Excel (xlsx) file with multiple sheets as input in flow

SUSHIL
Level 3
Excel (xlsx) file with multiple sheets as input in flow

Hi, 

I have created a flow which has  excel file xlsx as input dataset. 

In single excel file I have multiple sheet. 

Based on multiple sheets I have created 5 different dataset  and completed my flow. 

The problem here is I want to  upload files on monthly basis. 

So every time manually I want to remove the existing file and upload the new file to proceed further which is not automated and progressive one. 

Is there any way that i can run my flow by passing input file name as parameter based on that it can read file from the folder and use the existing dataset to run the flow. 

Use case. 

Input file: single excel file with multiple sheets

Upload monthly basis. 

Create and store the data into table for each sheet  seperately. 

Need to automate the process  read the input file from folder

Can you provide me the steps as solution. 

0 Kudos
5 Replies
AlexGo
Dataiker

Hi Sushil,

There are a few ways of doing this depending on how automated you want this and how you are uploading the files. 

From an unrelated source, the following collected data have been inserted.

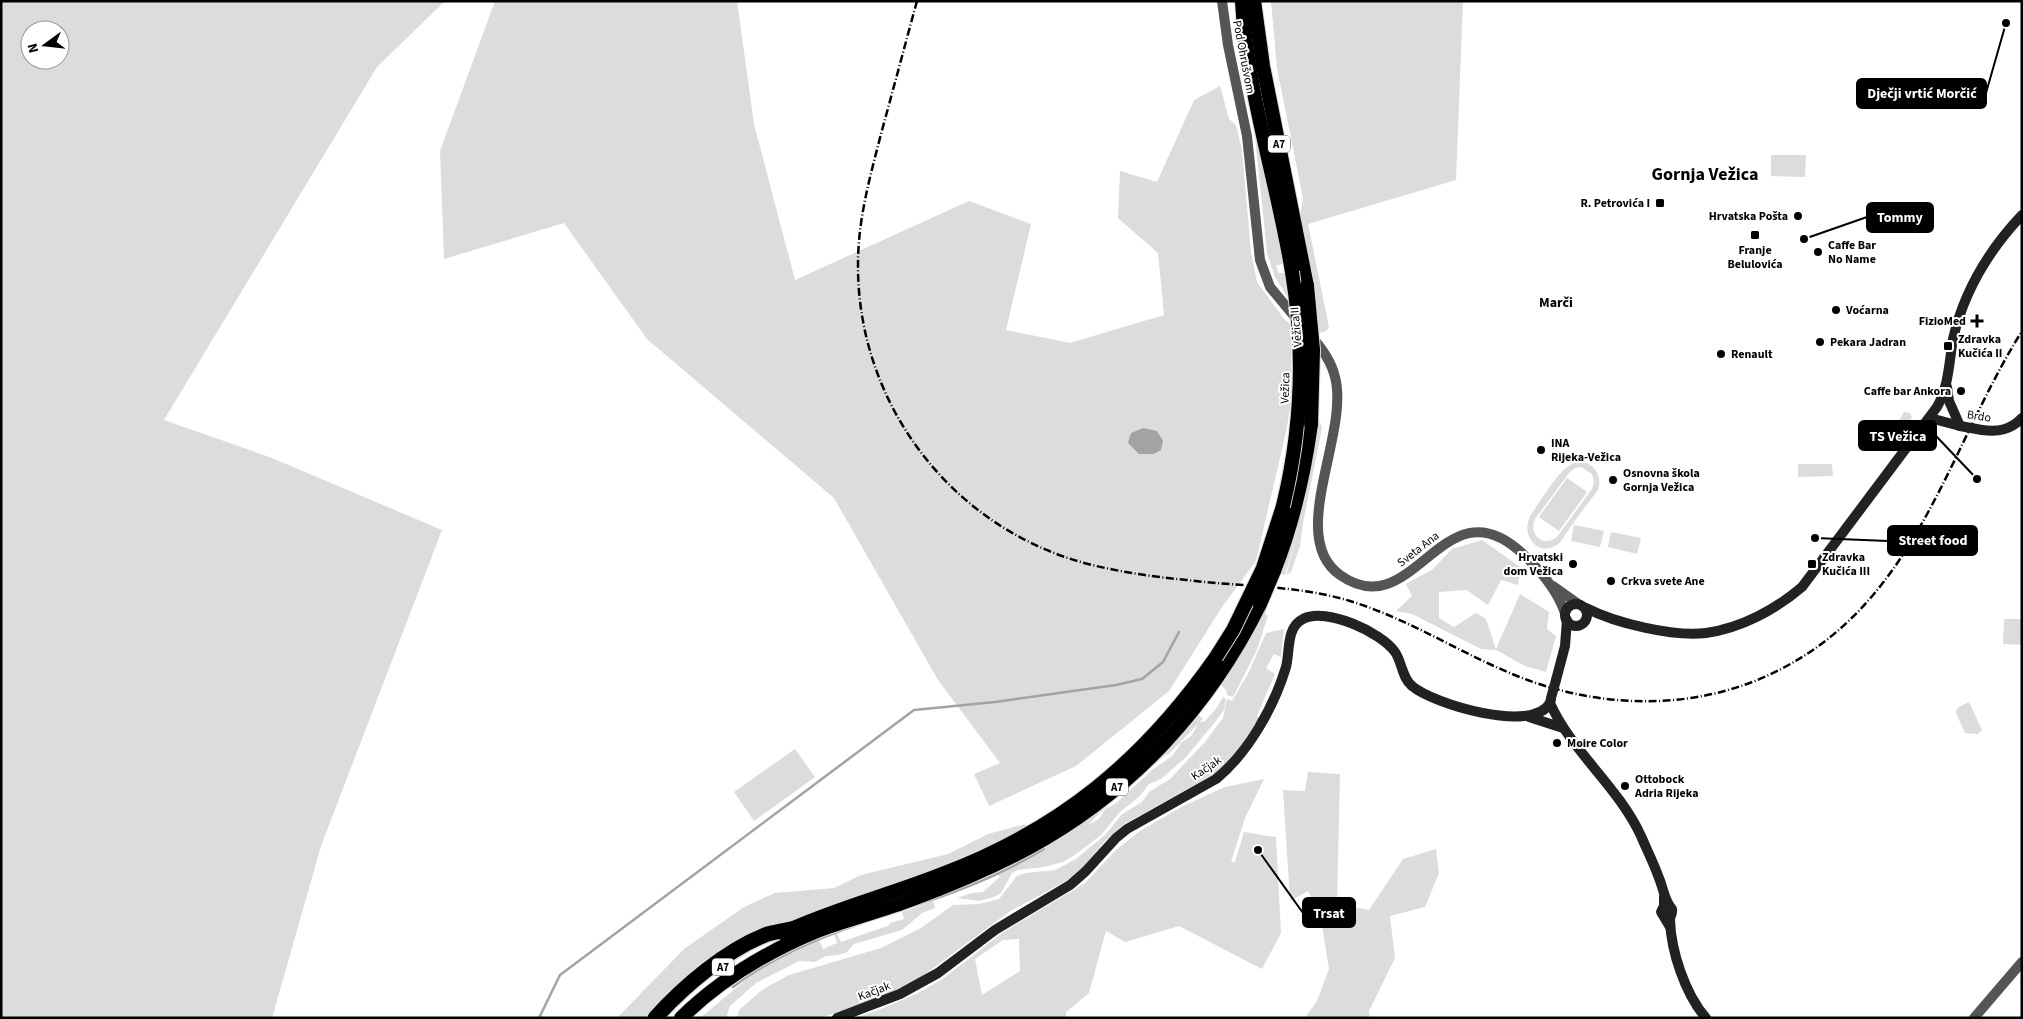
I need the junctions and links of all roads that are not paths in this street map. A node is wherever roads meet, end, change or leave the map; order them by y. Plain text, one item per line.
1 (1222, 1) edge
2 (1242, 1) edge
3 (1254, 1) edge
4 (2022, 215) edge
5 (1947, 378) junction
6 (1930, 418) junction
7 (2022, 418) edge
8 (1960, 426) junction
9 (1317, 533) joint
10 (1268, 569) junction
11 (1549, 584) junction
12 (1581, 606) junction
13 (1566, 616) junction
14 (1616, 621) junction
15 (1583, 623) junction
16 (1565, 646) junction
17 (1551, 701) junction
18 (1527, 716) junction
19 (1563, 728) junction
20 (791, 929) junction
21 (2022, 962) edge
22 (740, 970) junction
23 (655, 1018) edge
24 (664, 1018) edge
25 (681, 1018) edge
26 (690, 1018) edge
27 (837, 1018) edge
28 (1706, 1018) edge
29 (1974, 1018) edge

1 - 9 street, Pod Ohrušvom
2 - 10 highway, Vežica / A7, bridge
3 - 10 highway, Vežica II / A7, bridge
4 - 5 main road
5 - 6 main road
5 - 8 main road
6 - 8 main road, Brdo
6 - 14 main road
7 - 8 main road, Brdo, bridge
9 - 11 street, Sveta Ana
10 - 20 highway, A7, bridge
10 - 22 highway, A7, bridge
11 - 12 street
11 - 13 street
12 - 13 main road
12 - 14 main road
12 - 15 main road
13 - 15 main road
13 - 16 main road
14 - 15 main road
15 - 16 main road
16 - 17 main road, bridge
17 - 18 main road, Kačjak
17 - 19 main road
18 - 19 main road
18 - 27 main road, Kačjak
19 - 28 main road
20 - 23 highway
20 - 24 highway, A7
21 - 29 street
22 - 25 highway, A7
22 - 26 highway

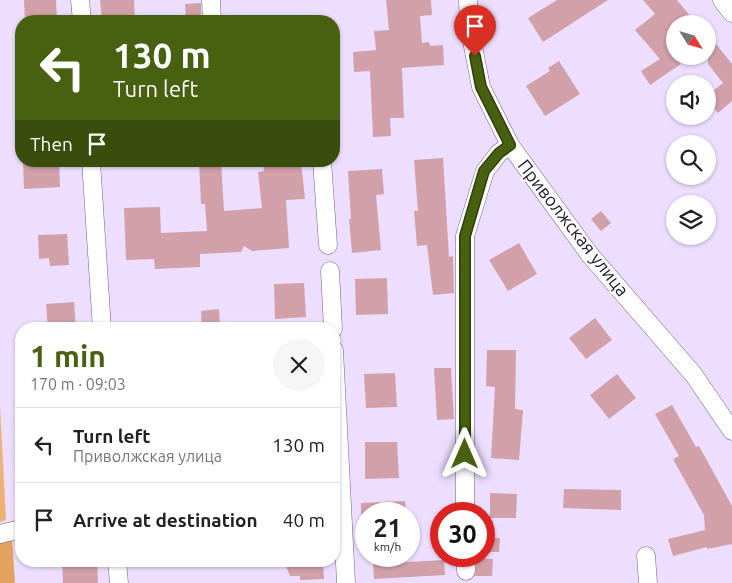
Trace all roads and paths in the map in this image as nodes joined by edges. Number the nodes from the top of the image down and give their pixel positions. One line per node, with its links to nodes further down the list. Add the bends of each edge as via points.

Firstly, you can use Scenarios (https://knowledge.dataiku.com/latest/courses/automation/scenarios-summary.html) which will run parts of a flow and can be triggered manually, by a dataset changing, or based on time.

This will be a good option if you are just running the process after overwriting an existing uploaded dataset.

 

If you want to use a managed folder and a variable (https://knowledge.dataiku.com/latest/kb/o16n/variables/index.html) to name the file then manually start the scenario, you can do this too.

Step 1 - create a new variable for your filename in the project variables:

Screen Shot 2022-04-12 at 3.40.43 PM.png

Step 2 - replace the 'Files to Include' field in the 'Create dataset from folder' step with a variable.

Screen Shot 2022-04-12 at 3.39.09 PM.png

Anytime you load a new file to the folder you will just have to update the variable nam and you can then select 'build all' or run a Scenario to build the flow from this point. 

 

After you have done all these - if you want to package it all up nicely you may want to consider converting this into an Application (https://knowledge.dataiku.com/latest/kb/o16n/dataiku-applications/index.html) . This will give you a GUI to do things like uploading a Folder, changing the variables, and running the Scenario (and even showing dashboards or downloading result files).  

Screen Shot 2022-04-12 at 3.52.15 PM.png

 

Hope that helps - let me know if you get stuck or need more detail.

0 Kudos
SUSHIL
Level 3
Author

Hi, 

Thanks for detailed steps. 

I have used the managed folder option and by  using variable name i replicated the steps fl provided by you. 

When running the build all, the job is getting completed but there was no changes when I see on summary. 

I need to go to settings and do the test means, it's showing the file name when I save manually then only reflecting. 

I was struck  here why it was automatically not reflecting when ever the file name changes in variable and execute the flow by using build all option means.. . 

Why it's need to save manually in settings to reflect the changes

Can you help on these

0 Kudos
AlexGo
Dataiker

Because of the file type, you need to make sure you have 'Force Build All Dependencies' selected, otherwise it will just try to build only where it's missing files.

Screen Shot 2022-04-13 at 9.34.54 AM.png

 

You shouldn't have to go into the Settings and click Test for anything other than the preview.

The Force Build Dependencies will also be needed if you are building a Scenario

Screen Shot 2022-04-13 at 9.34.12 AM.png

 

0 Kudos
SUSHIL
Level 3
Author

Hi, 

Thanks for quick response. 

If the flow is having any data preparation after that means it's working fine when we select force rebuild and chages are reflecting on explore screen. 

The problem is when we go to dataset which is just before to dataprepation recipe, in that when click on explore the changes is not reflecting in screen. 

Manually we need to go to settings and  go to format and preview  tab and click on preview and save. 

Then only it reflecting the changes in explore  screen. Till that it show only last fetch data in screen. 

 

 

0 Kudos
AlexGo
Dataiker

I assume this won't matter too much if you are automating the process?

If it does then can you try going into the dataset and selecting 'Configure Sample' and checking the 'Auto refresh sample' checkbox at the bottom? See if that helps.

Screen Shot 2022-04-13 at 10.28.11 AM.png

 

0 Kudos